US start-up puts AI Core in SSDs

  

The chips are appearing on the market just as NAND flash prices are showing signs of bottoming out. OEMs and data centres are expected to take advantage of the lower prices to continue the shift from hard-disk storage in notebooks and servers that require performance, power, or size advantages.

Commenting on the adoption of SSDs in data centres Zining Wu, who co-founded InnoGrit, said it was "Happening fast. When we talk to data centre customers, all their new designs are flash-based.”

InnoGrit’s Tacoma uses four PCI Gen4 interfaces to support 16 NAND channels, delivering up to 1.5 million I/O operations/second (IOPS) at less than 5-W peak power. It includes a mid-level Arm core as well as an implementation of NDLA, an open-source inference accelerator from Nvidia.

“With this combination, we can do intelligent processing such as data labelling, using the tool chain offered by Nvidia, or some savvy customers will put in their own firmware,” said Wu.

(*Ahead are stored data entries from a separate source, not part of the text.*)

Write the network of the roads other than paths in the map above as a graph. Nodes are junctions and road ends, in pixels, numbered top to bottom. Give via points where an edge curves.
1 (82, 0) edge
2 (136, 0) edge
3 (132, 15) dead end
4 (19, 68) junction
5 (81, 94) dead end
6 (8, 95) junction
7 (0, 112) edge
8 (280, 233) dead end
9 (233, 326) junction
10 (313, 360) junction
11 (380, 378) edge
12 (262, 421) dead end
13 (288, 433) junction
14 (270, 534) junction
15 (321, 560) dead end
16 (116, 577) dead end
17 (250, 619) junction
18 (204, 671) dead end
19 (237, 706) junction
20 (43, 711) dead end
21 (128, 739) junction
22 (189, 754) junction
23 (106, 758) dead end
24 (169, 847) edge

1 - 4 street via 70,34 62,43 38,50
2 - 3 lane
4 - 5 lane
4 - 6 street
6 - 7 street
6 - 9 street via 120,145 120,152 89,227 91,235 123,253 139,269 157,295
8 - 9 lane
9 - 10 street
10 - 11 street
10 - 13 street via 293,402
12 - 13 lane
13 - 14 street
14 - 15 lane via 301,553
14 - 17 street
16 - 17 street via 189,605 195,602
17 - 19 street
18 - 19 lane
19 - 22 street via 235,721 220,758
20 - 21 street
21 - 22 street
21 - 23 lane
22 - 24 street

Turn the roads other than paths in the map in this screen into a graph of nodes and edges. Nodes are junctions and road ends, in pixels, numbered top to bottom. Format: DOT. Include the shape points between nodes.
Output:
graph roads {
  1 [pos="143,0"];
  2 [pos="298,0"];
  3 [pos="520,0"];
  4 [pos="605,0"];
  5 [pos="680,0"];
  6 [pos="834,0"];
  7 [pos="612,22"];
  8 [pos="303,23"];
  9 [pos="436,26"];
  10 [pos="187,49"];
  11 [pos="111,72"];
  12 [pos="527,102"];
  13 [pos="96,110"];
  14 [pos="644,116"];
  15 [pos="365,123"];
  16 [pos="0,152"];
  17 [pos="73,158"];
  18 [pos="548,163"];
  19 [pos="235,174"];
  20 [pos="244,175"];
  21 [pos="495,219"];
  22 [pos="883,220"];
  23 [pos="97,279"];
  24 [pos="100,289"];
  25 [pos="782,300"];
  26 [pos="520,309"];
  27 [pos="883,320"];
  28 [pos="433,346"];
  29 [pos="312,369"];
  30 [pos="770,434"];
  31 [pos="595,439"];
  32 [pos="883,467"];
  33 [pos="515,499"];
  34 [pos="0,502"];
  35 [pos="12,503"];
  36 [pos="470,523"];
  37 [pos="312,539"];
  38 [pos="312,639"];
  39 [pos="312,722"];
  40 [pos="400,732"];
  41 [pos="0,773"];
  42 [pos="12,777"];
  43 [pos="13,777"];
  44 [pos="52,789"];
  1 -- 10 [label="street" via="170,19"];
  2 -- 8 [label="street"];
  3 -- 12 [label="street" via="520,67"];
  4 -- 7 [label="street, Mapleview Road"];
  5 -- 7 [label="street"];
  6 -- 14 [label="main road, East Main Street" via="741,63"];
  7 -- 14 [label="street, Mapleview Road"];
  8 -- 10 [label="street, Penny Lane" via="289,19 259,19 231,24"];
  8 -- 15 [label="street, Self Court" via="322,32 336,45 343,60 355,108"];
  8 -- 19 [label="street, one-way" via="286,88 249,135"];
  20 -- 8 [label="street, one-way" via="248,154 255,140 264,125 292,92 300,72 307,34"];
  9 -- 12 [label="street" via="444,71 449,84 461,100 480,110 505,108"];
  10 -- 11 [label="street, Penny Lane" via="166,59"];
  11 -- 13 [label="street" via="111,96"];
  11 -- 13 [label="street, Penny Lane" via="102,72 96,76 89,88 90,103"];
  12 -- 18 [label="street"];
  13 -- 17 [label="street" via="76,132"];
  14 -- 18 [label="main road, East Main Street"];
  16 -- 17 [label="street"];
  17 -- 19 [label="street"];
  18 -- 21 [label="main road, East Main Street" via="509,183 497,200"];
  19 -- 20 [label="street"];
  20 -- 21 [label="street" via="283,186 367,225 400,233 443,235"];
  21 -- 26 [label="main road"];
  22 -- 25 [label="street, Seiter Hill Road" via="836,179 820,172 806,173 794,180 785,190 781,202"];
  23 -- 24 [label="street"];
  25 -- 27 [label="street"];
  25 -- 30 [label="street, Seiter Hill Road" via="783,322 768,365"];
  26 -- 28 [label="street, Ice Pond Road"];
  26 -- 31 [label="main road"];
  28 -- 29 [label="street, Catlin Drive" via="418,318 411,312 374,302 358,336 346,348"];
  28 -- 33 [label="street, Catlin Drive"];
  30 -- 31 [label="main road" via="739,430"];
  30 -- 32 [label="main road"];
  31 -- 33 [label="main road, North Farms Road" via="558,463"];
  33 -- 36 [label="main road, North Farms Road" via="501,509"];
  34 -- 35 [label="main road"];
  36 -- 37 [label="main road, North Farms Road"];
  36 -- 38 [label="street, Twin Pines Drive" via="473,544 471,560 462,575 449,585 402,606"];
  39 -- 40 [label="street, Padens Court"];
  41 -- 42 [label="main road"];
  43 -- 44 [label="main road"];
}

Samsung announced an SSD, last year, that embeds a Xilinx Zynq FPGA to handle processing for a variety of AI, database, and video apps.

The Tacoma uses a 64+8-bit data bus, as well as DDR3/4 and LPDDR3/4 DRAMs, and provides AES-256, SHA3, and ECC security. The mid-tier Rainier controller is a smaller version of the design, supporting eight NAND channels and 32- and 16-bit data buses for low-end servers or high-end notebooks.

Rainier delivers up to 1 million IOPS at less than 3-W peak power. Both Rainier and Tacoma support sequential reads at up to 7 GB/s and sequential writes at 6.1 GB/s.

Wu claims that he has a lead on competitors across several figures of merit. However, rival Phison Electronics of Taiwan recently announced an eight-channel SSD controller using four PCIe Gen 4 links.